INTRODUCTION

There has been significant interest in vitamin D due to the high prevalence of deficiency and the association between low levels and numerous disease states such as cancer and autoimmune disease.1 However, routine testing for 25(OH) vitamin D levels is not recommended. The Endocrine Society and Choosing Wisely endorse screening only in those with high-risk conditions.2

We evaluated whether a Best Practice Advisory (BPA) incorporating the Choosing Wisely guidelines at the time of order entry could decrease the rate of testing. We also sought to understand the most common reasons providers order vitamin D levels.

METHODS

An EHR-based BPA on vitamin D testing was implemented in the ambulatory clinic sites of Stanford Health Care on June 28, 2016. This retrospective cohort study evaluated orders attempted between June 1, 2015, and June 30, 2017. Informed consent was waived by our institutional review board.

When an order for 25(OH) vitamin D was placed, the EHR queried the patient chart for a history of chronic kidney/liver disease, malabsorption, granuloma-forming disorders, malignancy, diabetes, immunocompromised state, obesity, hyperparathyroidism, known deficiency, medications that increase risk for deficiency, and previous falls. If no such comorbidity was documented, an alert explained the low utility of testing. The provider could then cancel the order or override the alert with the option of entering a justification.

Our primary outcome was the vitamin D order rate, defined as the number of 25(OH) vitamin D orders per primary care visits. The order rates in the year before and after the intervention were compared using the Wilcoxon test. Shapiro-Wilk tests were performed for data normality. Free-text comments were manually reviewed and assigned to general categories by two providers, and if there was a discrepancy, a third reviewer established a consensus. Inter-rater agreement was analyzed by Cohen’s kappa coefficient. All analyses were performed using SAS 9.4 (SAS Institute, Cary, NC).

RESULTS

In the year prior to the intervention, there were 59,096 vitamin D orders and 354,901 primary care visits, corresponding to an order rate of 16.7%. After the BPA was implemented, there was an immediate drop to 13.9% in July 2016 with a sustained lower testing rate of 15.7% from September 2016 to June 2017. Overall, the intervention was associated with a relative decrease of 7.2% (p = .001) corresponding to a savings of $300,000 annually (Fig. 1).

Figure 1
figure 1

Vitamin D order rate before and after intervention. The order rate is defined as the number of 25(OH) vitamin D orders per primary care visits. The dashed line indicates the start of the intervention.

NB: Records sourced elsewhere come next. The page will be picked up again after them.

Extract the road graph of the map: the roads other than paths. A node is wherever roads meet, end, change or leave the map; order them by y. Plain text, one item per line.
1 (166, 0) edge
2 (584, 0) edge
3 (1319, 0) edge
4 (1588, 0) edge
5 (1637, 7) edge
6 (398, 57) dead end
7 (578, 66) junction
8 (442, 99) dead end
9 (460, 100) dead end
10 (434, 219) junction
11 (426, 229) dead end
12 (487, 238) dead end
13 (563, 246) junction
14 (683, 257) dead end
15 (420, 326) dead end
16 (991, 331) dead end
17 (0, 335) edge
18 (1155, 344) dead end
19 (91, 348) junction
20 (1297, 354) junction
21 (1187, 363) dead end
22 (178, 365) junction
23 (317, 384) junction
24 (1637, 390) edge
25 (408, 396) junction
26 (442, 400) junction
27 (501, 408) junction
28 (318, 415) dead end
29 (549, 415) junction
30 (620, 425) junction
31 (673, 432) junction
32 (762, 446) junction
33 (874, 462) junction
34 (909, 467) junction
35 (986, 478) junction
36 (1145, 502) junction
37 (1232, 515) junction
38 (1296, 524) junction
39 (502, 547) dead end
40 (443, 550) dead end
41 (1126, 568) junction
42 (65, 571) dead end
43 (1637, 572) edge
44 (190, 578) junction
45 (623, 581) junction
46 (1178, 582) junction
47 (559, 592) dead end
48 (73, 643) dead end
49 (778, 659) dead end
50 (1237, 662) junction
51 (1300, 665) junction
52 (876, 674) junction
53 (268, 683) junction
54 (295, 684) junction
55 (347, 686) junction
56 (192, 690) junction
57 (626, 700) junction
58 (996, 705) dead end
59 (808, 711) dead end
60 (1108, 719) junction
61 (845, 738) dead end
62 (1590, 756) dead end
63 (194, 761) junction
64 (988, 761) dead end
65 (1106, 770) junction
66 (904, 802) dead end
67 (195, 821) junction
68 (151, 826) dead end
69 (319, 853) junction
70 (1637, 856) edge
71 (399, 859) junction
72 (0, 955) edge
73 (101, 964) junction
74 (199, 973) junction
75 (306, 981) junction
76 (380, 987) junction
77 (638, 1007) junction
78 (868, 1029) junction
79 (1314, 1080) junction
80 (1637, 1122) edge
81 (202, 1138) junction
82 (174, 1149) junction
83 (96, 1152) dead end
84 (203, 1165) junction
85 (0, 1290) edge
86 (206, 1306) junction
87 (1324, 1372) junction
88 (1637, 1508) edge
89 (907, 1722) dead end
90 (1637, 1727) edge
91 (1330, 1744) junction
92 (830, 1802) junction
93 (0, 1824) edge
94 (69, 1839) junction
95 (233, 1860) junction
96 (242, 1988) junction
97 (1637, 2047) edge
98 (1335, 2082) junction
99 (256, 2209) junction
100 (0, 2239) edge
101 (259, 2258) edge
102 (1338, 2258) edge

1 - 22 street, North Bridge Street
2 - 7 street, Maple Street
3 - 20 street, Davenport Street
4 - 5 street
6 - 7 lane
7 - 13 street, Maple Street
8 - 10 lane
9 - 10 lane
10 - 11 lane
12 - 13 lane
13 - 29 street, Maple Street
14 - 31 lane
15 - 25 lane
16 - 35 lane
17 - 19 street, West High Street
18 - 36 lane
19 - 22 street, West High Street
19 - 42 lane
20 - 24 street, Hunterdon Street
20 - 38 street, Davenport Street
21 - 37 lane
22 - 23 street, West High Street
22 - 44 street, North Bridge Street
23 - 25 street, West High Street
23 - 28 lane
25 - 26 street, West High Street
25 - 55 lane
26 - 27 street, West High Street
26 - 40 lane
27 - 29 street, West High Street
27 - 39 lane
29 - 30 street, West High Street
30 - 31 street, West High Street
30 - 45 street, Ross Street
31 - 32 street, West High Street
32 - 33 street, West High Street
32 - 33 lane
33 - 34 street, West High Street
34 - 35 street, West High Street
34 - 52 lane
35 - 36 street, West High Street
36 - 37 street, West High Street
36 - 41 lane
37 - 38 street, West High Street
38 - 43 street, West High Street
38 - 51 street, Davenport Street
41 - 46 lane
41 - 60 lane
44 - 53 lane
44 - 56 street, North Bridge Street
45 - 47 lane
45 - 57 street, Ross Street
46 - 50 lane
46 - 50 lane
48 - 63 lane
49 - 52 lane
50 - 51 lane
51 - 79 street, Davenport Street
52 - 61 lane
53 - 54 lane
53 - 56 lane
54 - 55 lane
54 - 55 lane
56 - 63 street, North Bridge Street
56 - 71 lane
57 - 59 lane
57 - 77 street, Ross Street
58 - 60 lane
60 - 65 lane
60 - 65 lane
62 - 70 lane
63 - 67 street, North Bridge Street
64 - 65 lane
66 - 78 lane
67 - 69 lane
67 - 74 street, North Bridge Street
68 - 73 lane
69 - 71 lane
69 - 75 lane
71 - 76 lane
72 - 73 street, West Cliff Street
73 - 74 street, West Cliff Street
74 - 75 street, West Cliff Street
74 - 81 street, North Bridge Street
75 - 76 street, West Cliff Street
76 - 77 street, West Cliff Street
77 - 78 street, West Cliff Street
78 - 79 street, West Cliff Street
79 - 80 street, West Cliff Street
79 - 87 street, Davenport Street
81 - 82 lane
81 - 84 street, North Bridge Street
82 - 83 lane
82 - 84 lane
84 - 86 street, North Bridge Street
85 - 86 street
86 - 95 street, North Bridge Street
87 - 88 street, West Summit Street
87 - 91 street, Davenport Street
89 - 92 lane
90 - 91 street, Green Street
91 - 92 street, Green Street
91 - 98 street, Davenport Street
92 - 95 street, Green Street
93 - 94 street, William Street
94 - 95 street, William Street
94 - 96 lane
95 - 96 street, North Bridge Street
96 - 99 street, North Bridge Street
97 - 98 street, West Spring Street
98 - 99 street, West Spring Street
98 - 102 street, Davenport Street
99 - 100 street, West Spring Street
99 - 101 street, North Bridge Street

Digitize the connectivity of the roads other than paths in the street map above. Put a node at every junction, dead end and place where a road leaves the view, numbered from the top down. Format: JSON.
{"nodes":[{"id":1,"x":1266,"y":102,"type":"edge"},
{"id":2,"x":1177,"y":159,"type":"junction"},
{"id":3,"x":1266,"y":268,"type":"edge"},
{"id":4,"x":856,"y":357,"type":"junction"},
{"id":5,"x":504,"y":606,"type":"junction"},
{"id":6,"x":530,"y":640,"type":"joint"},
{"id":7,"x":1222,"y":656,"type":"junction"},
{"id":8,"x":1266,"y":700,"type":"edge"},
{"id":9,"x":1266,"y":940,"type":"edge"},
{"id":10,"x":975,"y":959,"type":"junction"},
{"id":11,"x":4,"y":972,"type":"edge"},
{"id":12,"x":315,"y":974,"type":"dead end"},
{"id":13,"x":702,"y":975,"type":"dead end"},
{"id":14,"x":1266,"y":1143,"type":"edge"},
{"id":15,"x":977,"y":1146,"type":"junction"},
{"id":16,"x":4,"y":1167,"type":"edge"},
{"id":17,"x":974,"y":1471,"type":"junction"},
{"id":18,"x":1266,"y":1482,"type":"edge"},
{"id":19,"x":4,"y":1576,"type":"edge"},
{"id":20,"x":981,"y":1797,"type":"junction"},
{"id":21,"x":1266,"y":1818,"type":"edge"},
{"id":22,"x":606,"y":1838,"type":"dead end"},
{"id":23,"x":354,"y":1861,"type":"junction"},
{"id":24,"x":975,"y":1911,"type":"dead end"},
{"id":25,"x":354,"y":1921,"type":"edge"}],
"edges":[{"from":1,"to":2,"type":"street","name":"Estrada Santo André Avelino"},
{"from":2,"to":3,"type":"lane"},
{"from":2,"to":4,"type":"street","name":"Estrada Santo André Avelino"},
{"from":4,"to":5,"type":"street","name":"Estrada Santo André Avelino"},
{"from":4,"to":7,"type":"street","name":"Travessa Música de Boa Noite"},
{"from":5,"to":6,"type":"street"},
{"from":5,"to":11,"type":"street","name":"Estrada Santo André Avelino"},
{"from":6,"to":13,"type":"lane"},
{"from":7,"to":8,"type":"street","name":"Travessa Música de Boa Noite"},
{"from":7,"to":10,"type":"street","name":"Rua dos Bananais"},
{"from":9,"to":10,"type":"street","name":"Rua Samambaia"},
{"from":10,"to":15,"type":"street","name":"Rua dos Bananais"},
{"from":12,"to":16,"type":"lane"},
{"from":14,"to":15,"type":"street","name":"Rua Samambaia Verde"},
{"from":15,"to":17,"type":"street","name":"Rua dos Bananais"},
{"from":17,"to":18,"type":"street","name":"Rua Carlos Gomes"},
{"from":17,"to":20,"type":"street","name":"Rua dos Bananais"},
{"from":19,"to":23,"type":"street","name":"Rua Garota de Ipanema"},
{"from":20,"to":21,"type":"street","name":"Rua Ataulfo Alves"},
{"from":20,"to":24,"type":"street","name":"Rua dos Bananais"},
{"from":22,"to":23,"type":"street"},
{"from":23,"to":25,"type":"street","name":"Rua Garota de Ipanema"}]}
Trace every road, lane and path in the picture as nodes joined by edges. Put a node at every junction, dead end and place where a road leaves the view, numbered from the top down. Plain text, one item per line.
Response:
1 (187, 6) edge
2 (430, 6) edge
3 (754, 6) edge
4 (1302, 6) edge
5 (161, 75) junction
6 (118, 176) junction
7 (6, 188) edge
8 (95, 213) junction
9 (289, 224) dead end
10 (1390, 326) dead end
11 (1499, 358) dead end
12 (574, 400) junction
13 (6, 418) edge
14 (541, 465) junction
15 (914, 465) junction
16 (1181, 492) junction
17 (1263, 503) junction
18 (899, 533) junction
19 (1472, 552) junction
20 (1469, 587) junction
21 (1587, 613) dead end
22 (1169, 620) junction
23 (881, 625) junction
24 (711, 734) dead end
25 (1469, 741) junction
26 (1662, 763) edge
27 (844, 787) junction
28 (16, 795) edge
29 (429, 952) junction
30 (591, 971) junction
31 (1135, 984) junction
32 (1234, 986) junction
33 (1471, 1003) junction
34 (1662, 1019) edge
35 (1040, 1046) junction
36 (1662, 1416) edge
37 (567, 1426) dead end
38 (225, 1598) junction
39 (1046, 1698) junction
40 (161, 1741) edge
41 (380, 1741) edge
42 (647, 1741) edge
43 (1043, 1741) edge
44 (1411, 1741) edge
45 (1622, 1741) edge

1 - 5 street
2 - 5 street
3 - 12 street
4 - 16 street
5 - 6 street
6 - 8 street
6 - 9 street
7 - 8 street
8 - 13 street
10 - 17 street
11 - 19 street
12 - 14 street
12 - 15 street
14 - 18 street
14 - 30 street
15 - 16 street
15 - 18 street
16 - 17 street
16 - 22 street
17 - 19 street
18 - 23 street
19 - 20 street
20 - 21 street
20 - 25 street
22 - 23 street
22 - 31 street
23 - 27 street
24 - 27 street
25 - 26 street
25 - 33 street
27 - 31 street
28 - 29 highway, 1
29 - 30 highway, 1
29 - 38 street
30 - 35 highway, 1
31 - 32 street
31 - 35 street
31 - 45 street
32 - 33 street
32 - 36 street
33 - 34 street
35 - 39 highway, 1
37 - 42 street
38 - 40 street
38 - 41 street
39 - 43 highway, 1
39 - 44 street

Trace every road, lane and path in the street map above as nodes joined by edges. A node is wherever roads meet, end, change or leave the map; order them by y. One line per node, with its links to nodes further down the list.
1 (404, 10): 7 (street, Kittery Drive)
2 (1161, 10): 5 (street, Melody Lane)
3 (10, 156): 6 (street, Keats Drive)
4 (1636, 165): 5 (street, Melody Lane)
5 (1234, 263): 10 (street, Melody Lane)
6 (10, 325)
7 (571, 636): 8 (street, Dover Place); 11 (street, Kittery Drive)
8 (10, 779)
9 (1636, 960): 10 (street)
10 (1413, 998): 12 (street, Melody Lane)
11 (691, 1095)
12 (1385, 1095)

From July 1, 2016, to June 30, 2017, the alert fired 4592 times, 7% of all vitamin D orders. Figure 2 summarizes the BPA responses. Eleven percent of all alerts were followed. Fifty-nine percent of overridden alerts were done so with a clinical justification selected from a pre-set list of indications, the most common of which was monitoring of known vitamin D deficiency, followed by dark skin complexion. Of the alerts that were overridden with a selection of “other,” 526 free-text comments were available for analysis.

Figure 2
figure 2

Responses to best practice alert. Providers adhered to, ignored, or overrode the alert. Overrides involved choosing from a pre-set list of justifications or choosing “Other” and then providing an optional free text response. The five most common justifications for overriding the alert are presented as a counts and percentages.

The most common non-guideline-supported indications from the free-text comments were neurological symptoms (non-specific tingling, dizziness, headache), preventive care, risk factors for osteoporosis that were not guideline-supported (e.g., small frame, family history of osteoporosis), non-specific pain, and fatigue. Assessment of inter-rater agreement was excellent (κ = 0.941).

DISCUSSION

This study explores an ambulatory implementation of a BPA incorporating Choosing Wisely guidelines for 25(OH) vitamin D. Prior studies on reducing vitamin D testing have focused on education and order restriction.3 Our intervention was designed to be minimally disruptive by launching in only a small percentage of orders, and less restrictive by allowing the provider to easily override the alert.

Our study has several limitations. The reduction in orders could have been confounded by recent emphasis on Choosing Wisely. However, because the decrease occurred soon after the BPA implementation, we believe that this effect is independent of the campaign. Another limitation is that this study was performed at a single academic healthcare system, limiting generalizability.

This study also provides insight into the most common reasons for vitamin D testing. We identify misconceptions regarding the role of vitamin D in neurological symptoms, osteoporosis prevention, non-specific pain, and fatigue, providing valuable data for further educational initiatives.

Our BPA demonstrates that it is possible to reduce utilization of testing while being minimally disruptive. Such interventions can promote cost-effective care while respecting physician autonomy and workflow.